# Exercise goal
"middle tip: (553, 246)" appears in one line of the records below. Output that line and each one after it, exactly, through the last line.

# Provided entries
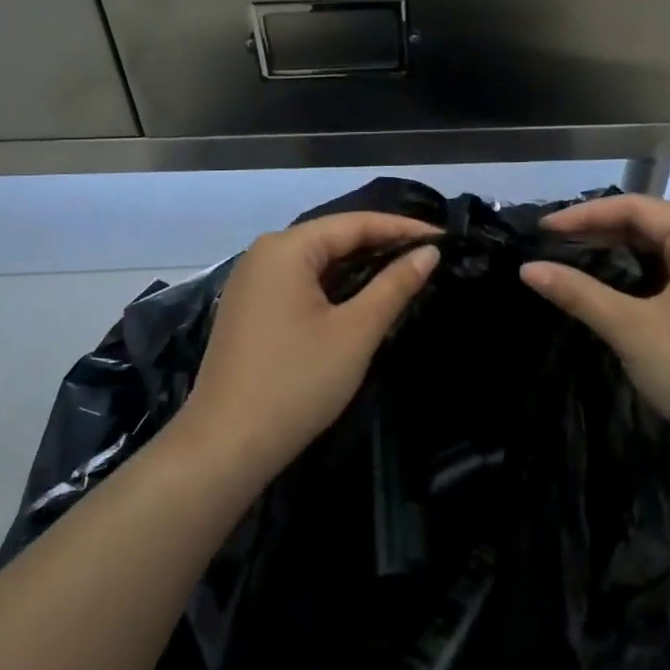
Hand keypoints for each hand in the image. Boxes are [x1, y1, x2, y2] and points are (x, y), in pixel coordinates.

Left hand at [180, 212, 441, 484]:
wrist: (225, 446)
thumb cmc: (296, 383)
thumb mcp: (355, 332)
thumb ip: (394, 286)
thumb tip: (429, 252)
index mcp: (286, 248)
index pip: (355, 223)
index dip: (402, 228)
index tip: (444, 237)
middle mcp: (264, 253)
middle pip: (333, 237)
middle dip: (382, 244)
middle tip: (429, 255)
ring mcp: (251, 282)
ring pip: (317, 261)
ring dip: (359, 266)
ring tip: (405, 272)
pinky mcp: (249, 309)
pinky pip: (300, 282)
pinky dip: (334, 285)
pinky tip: (361, 297)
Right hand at [519, 194, 669, 474]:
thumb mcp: (632, 329)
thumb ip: (579, 294)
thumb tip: (527, 270)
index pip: (635, 208)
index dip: (586, 214)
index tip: (544, 230)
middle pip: (649, 225)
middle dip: (599, 232)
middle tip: (553, 246)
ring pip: (659, 253)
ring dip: (617, 255)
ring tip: (573, 262)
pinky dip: (637, 278)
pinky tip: (610, 292)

# Solution to the problem
middle tip: (553, 246)
ring pip: (659, 253)
ring dip: (617, 255)
ring tip: (573, 262)
pinky dip: (637, 278)
pinky tip: (610, 292)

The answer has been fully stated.